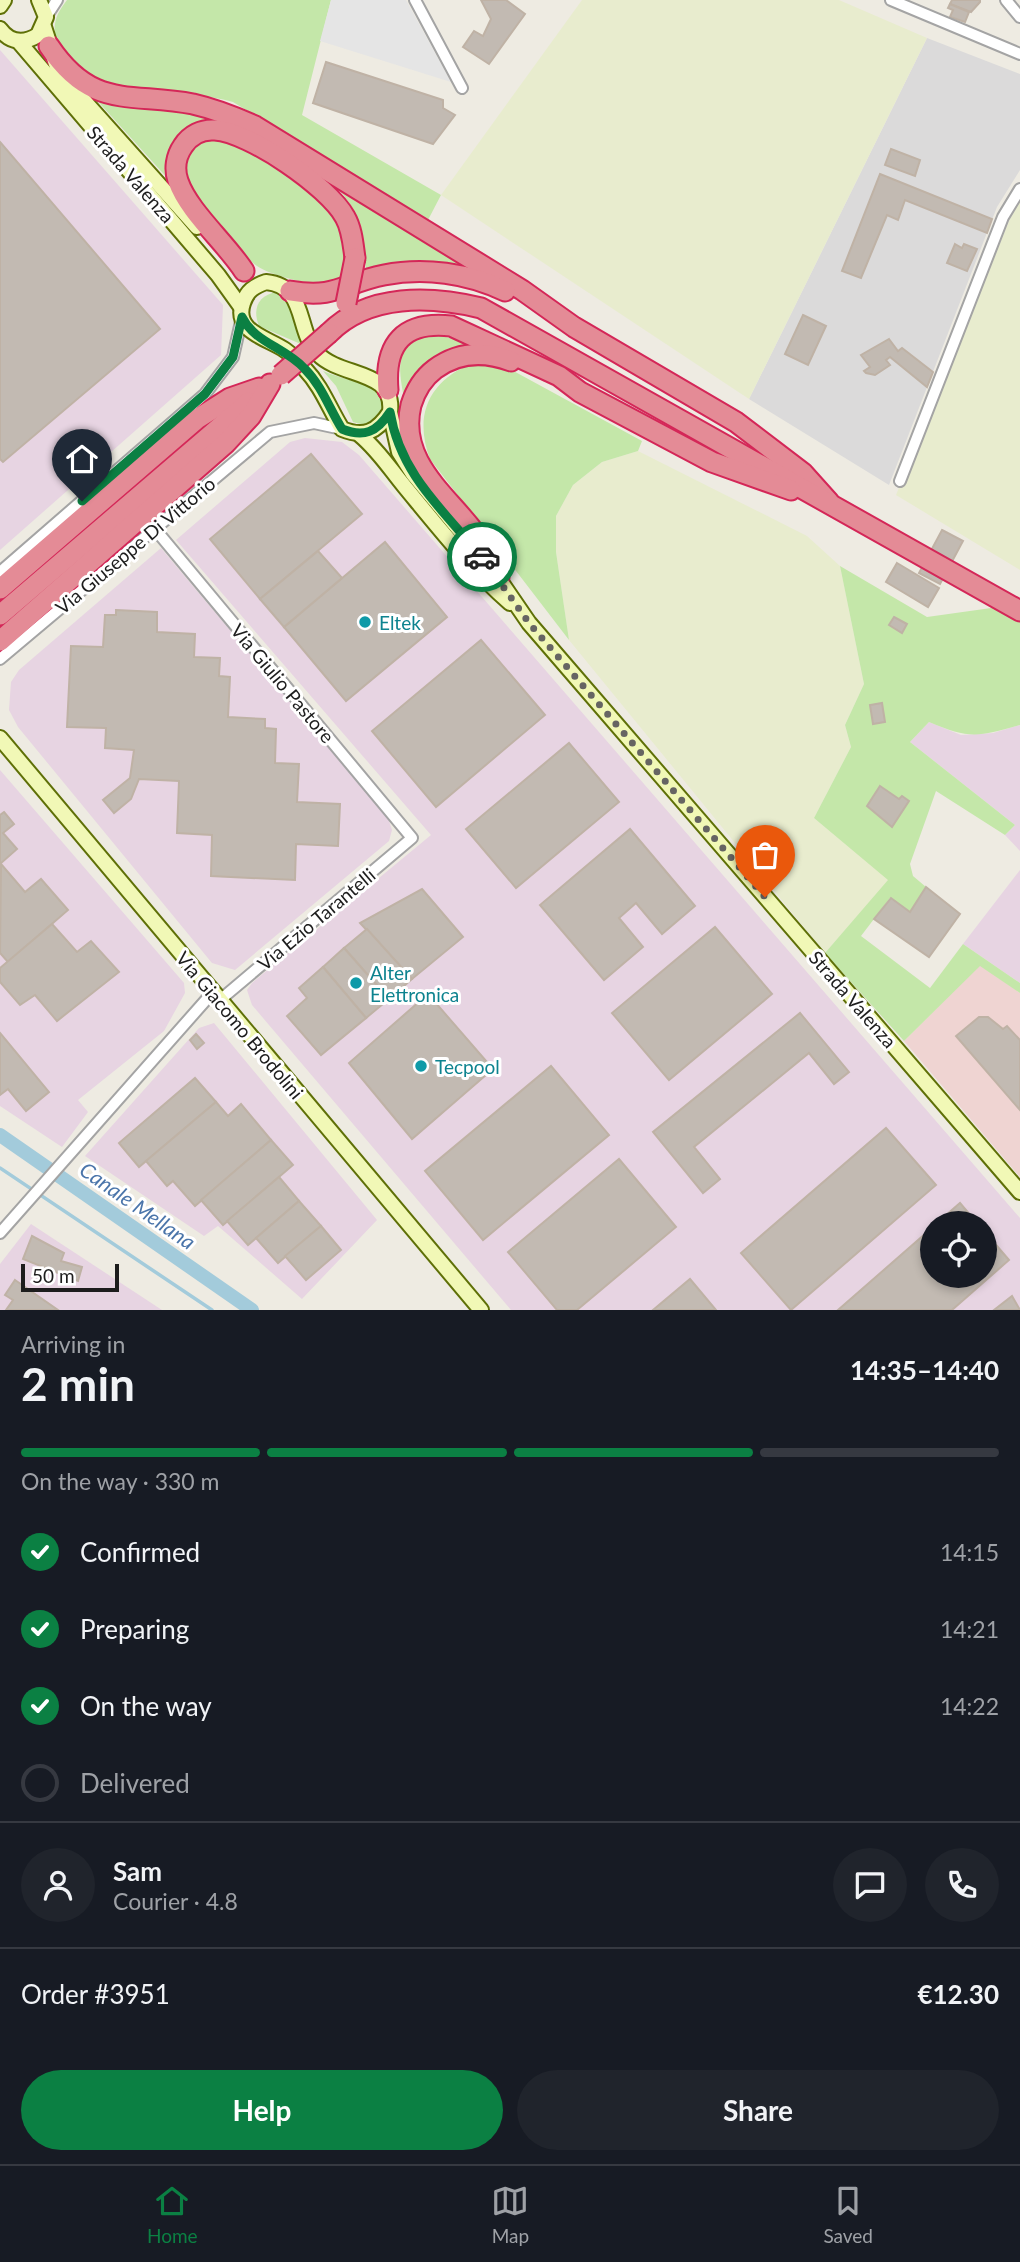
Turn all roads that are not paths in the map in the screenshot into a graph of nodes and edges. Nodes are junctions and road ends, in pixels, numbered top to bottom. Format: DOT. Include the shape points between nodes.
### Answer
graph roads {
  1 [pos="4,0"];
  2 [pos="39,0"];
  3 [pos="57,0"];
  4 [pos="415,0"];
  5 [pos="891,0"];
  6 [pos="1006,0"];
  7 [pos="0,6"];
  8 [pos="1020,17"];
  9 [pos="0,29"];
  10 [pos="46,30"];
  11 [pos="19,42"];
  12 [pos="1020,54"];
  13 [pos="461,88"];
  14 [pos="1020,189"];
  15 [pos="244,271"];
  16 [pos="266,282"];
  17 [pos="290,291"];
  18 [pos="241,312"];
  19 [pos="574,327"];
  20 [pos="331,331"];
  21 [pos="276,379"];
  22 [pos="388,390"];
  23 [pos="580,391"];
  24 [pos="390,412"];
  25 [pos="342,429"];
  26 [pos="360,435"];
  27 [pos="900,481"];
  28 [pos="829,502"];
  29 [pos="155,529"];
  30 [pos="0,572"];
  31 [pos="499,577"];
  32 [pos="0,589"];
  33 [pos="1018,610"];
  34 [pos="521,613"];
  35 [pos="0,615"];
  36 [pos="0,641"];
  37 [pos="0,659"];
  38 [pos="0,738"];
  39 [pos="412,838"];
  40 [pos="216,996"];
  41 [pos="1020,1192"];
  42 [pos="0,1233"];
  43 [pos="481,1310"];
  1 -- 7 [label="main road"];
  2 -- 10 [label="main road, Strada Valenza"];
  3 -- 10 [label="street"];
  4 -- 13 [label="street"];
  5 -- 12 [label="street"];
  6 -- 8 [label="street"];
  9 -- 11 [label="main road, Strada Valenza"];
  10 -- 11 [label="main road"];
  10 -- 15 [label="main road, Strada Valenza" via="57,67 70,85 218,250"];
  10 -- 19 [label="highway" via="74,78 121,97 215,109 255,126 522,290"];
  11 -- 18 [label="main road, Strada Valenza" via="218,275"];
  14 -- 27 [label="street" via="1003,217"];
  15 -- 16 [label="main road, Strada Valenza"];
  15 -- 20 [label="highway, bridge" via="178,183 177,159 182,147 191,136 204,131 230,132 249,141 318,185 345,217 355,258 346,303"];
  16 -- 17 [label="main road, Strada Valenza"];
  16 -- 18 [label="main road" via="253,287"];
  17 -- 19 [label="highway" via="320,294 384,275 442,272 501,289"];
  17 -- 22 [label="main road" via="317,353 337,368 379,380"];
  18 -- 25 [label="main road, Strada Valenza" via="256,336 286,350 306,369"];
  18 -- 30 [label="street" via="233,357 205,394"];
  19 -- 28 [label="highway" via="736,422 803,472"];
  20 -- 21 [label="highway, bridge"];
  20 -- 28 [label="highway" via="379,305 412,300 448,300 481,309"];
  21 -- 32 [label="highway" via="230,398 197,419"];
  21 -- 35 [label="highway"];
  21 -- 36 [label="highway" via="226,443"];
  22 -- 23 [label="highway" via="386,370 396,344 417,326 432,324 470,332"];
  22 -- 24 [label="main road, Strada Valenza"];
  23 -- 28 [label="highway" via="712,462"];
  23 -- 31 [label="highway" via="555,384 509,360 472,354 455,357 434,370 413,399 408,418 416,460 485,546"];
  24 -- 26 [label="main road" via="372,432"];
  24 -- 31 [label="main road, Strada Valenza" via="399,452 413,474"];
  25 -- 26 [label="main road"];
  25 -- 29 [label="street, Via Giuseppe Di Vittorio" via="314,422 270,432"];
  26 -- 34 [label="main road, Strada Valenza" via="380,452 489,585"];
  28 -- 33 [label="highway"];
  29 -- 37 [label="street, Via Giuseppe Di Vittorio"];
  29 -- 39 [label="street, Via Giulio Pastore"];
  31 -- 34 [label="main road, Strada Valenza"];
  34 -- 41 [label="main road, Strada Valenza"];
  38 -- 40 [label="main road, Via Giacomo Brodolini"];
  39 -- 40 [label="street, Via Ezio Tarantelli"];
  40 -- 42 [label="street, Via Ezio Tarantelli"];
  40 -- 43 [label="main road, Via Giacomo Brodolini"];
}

--- Exercise details ---
Every line of the entries that includes "bridge" must be copied into the answer.

--- Answer section ---
  15 -- 20 [label="highway, bridge" via="178,183 177,159 182,147 191,136 204,131 230,132 249,141 318,185 345,217 355,258 346,303"];
  20 -- 21 [label="highway, bridge"];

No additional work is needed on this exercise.